Jerusalem (CNSNews.com) - President Bush is unlikely to achieve Middle East peace before he leaves office next year because the U.S. will be caught up in the presidential election process, Syrian President Bashar al Assad said on Wednesday.
Assad's comments were published in the Austrian daily Die Presse on Wednesday and picked up by the English-language Albawaba Web site as President Bush landed in Israel on the first leg of his Middle East tour.
"It is perhaps too late to talk about peace in the last year of this U.S. administration. It will be preoccupied with elections," Assad was quoted as saying.
"Annapolis was a one-day event. It will all depend on follow-up efforts. We have to be optimistic, although cautious," Assad said in reference to the U.S.-sponsored Israeli-Palestinian peace conference in November.
The Syrian government daily Tishrin voiced an even stronger criticism of the president.
Bush is carrying "rotten produce in his pocket to market in the region and [comes] with some chaotic ideas in mind to further support Israel, undermine the Arab forces of resistance, antagonize Arab-Iran relations and justify U.S.-Zionist [Israeli] hegemony," the paper said in an editorial, according to the Associated Press.
The paper said it was unlikely that Bush would "achieve any tangible results" on his trip that would "whiten the U.S. Administration's black image."

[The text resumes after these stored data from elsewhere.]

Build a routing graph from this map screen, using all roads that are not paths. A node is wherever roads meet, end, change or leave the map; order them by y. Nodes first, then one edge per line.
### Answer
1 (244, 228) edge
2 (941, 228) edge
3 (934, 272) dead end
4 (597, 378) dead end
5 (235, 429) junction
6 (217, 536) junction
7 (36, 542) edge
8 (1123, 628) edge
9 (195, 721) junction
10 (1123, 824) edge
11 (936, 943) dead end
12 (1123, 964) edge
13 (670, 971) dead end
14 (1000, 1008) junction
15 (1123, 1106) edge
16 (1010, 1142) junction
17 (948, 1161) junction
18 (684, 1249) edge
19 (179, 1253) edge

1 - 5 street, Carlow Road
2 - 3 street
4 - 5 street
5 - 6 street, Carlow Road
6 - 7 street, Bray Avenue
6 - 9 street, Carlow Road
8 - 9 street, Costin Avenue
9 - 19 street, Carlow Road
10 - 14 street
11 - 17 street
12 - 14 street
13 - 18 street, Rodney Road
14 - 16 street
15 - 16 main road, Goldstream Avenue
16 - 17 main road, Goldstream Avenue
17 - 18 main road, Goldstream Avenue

The best he could do, the paper said, is to reach a "deal that can satisfy his arrogance and Israeli greed, as well as continue the policy of intimidation and accusations."
In a surprise move, Syria sent a representative to the November conference. Some analysts described it as a trial balloon for improving U.S.-Syrian relations.
Bush has said that he hopes Israel and the Palestinians will achieve a peace agreement by the end of this year -- around the time his second term runs out. His trip is intended to energize the revived negotiations between the two sides.